= O. Milton Gossett =

American advertising executive

Oscar Milton Gossett (1925–2006) was an advertising executive with Compton Advertising and Saatchi & Saatchi. He married Anna C. Scheid in 1949 and had five children: Susanne, Michael, Thomas, Lorraine, and James.

==Biography==
Before joining Compton Advertising as a copywriter in 1949, Gossett served in the United States Naval Reserve from 1943 to 1946, received a degree in mechanical engineering at Stevens Institute of Technology in 1944, and attended the Northwestern University Midshipman School from 1947 to 1948. In 1961, Gossett was appointed vice president and associate creative director of Compton.
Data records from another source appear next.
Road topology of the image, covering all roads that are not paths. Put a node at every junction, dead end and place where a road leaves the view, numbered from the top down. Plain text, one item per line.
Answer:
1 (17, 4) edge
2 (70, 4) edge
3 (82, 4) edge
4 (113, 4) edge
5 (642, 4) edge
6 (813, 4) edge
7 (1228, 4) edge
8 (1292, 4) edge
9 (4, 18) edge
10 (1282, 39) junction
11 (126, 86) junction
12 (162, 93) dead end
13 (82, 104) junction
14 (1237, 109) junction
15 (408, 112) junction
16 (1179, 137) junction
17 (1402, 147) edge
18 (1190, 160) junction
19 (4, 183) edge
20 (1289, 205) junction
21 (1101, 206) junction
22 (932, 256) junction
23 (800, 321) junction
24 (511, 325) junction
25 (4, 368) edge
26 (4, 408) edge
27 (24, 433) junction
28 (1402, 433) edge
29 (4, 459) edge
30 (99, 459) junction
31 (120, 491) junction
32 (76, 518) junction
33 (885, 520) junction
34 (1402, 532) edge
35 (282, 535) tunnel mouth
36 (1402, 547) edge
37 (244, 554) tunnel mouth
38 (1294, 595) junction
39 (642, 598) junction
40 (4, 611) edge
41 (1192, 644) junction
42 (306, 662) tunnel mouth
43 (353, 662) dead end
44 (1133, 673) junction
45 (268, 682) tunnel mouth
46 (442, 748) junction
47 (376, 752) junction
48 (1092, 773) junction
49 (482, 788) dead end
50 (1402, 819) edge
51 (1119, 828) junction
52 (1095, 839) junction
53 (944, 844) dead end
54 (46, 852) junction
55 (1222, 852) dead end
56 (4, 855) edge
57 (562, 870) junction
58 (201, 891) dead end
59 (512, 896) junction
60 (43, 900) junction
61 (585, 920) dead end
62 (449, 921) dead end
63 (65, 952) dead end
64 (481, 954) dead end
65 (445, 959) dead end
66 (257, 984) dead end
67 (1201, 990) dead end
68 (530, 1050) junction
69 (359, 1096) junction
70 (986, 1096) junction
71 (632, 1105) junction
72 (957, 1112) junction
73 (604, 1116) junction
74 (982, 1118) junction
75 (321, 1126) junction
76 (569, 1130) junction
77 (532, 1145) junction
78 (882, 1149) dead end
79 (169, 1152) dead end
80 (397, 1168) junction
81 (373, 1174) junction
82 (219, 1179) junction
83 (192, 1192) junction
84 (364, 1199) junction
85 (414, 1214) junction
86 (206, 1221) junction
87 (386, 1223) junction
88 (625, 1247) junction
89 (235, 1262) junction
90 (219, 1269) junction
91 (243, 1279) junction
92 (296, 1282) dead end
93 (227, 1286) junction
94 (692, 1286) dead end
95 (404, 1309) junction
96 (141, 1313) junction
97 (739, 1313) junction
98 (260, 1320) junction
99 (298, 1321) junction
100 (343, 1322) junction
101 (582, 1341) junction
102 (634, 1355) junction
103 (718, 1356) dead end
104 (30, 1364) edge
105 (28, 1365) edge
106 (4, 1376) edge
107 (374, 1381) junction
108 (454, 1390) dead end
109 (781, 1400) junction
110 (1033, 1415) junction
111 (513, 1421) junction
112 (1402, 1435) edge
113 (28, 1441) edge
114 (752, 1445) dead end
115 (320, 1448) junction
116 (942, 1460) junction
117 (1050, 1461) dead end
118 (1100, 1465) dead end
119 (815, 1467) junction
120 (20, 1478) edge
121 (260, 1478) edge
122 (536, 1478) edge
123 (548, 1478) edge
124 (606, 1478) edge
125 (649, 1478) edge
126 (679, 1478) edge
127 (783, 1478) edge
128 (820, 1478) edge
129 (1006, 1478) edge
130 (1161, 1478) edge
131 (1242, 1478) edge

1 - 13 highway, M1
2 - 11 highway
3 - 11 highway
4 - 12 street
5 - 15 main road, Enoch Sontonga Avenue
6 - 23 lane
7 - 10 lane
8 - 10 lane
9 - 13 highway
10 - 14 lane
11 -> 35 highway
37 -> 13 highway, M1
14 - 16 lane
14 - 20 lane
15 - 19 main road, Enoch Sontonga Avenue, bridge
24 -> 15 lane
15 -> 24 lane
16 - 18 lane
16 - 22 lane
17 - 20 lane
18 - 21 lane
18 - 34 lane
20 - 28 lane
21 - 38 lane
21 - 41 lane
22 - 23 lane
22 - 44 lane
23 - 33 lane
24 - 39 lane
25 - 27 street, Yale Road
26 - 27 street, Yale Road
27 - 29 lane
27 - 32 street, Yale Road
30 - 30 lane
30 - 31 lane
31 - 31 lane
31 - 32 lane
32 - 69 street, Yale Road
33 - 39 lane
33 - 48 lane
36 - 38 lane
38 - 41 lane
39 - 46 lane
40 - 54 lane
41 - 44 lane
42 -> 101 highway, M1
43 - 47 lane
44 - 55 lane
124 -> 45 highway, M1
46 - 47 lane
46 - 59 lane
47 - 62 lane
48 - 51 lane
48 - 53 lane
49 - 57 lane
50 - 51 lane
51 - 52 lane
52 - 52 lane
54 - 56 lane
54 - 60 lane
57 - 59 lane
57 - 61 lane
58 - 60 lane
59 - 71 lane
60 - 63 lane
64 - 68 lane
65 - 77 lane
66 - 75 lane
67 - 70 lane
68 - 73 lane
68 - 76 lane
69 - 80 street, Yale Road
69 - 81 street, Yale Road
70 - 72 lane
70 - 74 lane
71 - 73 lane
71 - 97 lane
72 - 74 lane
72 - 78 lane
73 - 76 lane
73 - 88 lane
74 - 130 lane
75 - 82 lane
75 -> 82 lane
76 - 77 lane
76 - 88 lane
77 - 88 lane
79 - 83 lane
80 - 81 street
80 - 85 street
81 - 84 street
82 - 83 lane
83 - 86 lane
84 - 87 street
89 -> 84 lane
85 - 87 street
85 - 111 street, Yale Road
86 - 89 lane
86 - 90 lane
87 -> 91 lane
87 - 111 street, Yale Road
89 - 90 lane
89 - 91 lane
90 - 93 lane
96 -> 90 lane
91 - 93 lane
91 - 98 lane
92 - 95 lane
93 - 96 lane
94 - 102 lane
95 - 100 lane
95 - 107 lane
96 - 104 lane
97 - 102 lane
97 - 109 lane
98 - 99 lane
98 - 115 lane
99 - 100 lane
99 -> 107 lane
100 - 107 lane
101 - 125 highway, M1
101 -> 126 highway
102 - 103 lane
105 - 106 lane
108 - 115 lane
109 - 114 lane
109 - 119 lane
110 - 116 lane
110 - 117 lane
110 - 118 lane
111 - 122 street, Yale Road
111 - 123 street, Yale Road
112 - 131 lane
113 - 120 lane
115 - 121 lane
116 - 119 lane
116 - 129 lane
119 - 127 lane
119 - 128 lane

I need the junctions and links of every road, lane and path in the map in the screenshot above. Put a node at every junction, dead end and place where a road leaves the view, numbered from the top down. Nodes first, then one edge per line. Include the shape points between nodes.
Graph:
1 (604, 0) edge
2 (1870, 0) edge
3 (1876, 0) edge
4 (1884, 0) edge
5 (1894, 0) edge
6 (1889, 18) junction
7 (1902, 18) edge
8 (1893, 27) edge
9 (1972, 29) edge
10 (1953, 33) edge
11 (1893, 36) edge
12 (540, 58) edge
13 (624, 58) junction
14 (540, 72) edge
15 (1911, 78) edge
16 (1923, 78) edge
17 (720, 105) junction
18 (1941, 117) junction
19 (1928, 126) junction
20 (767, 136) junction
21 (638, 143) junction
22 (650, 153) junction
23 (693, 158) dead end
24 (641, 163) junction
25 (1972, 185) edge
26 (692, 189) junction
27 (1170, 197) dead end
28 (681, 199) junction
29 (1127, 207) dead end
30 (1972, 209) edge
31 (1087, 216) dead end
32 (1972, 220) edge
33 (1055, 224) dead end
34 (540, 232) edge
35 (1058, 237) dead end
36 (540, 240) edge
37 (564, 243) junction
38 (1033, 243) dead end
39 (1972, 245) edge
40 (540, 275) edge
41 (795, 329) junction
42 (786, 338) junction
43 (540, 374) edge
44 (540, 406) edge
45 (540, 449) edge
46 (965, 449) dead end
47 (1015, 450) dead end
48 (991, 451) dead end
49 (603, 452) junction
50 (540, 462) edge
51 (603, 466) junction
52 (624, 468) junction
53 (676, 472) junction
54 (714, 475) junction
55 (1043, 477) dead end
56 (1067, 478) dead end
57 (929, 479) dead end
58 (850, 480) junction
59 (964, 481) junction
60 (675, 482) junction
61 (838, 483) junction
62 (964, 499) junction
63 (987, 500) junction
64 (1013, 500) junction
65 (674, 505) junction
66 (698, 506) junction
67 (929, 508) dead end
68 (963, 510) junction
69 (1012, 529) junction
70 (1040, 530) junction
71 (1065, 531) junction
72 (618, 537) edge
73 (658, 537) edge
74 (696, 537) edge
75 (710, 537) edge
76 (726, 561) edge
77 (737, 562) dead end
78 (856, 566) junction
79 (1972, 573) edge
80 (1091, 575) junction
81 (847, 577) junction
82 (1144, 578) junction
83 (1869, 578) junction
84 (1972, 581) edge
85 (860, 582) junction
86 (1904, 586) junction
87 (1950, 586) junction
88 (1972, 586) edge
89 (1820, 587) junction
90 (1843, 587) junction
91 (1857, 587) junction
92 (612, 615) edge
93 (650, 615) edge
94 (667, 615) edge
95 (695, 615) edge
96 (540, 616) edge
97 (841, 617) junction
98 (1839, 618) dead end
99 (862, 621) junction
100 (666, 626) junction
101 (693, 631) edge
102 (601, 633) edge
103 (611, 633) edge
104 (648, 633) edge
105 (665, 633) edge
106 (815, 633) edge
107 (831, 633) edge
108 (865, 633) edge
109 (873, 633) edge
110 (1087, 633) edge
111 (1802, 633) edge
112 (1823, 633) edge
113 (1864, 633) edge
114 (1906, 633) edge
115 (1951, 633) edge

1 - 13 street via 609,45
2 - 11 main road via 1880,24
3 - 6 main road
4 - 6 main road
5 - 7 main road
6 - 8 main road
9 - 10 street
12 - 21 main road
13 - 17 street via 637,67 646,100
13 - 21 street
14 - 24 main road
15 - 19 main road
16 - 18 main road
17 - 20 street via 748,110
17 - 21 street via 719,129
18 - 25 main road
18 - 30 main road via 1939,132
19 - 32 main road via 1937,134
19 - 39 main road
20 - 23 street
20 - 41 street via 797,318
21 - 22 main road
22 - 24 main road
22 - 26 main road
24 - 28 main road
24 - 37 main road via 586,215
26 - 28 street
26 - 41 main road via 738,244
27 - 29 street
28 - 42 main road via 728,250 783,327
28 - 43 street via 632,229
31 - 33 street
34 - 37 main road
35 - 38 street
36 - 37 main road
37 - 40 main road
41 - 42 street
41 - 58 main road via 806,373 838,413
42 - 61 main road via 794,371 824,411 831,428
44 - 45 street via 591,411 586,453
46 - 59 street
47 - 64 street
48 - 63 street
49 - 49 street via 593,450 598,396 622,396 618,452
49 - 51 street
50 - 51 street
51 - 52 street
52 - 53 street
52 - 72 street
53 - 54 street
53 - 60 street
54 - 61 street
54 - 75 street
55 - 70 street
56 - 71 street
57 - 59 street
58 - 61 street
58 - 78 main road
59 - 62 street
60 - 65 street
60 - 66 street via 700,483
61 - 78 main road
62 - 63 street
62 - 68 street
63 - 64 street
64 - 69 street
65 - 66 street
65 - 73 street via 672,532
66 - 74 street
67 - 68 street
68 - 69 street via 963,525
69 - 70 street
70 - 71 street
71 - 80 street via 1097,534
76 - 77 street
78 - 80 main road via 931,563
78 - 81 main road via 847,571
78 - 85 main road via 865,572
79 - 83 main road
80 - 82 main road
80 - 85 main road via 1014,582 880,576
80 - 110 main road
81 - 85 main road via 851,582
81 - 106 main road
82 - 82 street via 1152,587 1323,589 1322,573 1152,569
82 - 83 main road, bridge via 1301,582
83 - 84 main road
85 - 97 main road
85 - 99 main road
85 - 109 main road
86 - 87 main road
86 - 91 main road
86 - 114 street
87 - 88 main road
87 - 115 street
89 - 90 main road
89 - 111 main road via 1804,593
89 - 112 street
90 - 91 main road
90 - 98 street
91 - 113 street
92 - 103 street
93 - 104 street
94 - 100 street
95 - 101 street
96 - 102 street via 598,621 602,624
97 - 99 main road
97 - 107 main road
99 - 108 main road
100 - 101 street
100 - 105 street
He became president of the company in 1968 and chief executive officer in 1975.

Over the span of his career at Compton, Gossett worked on advertising campaigns for such clients as Black & White, Chase & Sanborn Coffee, El Producto, Ivory, Kelly Tires, Knickerbocker Beer, Procter & Gamble, Socony Mobil Oil Company, and Tender Leaf Tea.

In 1982, Gossett helped to engineer the merger of Compton Advertising and Saatchi & Saatchi Advertising, then a subsidiary of Compton Communications USA. The merger produced Saatchi & Saatchi Compton Worldwide (later shortened to Saatchi & Saatchi) and Gossett was appointed chairman and chief executive officer of the company.

He was also a member of the National Advertising Review Board and conducted career workshops for college students in conjunction with the American Advertising Federation. He was inducted into the AAF Hall of Fame in 1998. In 2001, he received the DeWitt Carter Reddick Award at the University of Texas at Austin.

He died on March 1, 2006, in Mount Kisco, New York.

==Sources==
- "Gossett, O. Milton." The New York Times Mar. 2, 2006. Retrieved Feb. 3, 2007.
- O. Milton Gossett Papers, 1951–2001, at the John W. Hartman Center for Sales, Advertising, and Marketing History, Duke University
- Who's Who in Advertising, 1st ed. Wilmette, Ill.: Marquis Who's Who, 1989.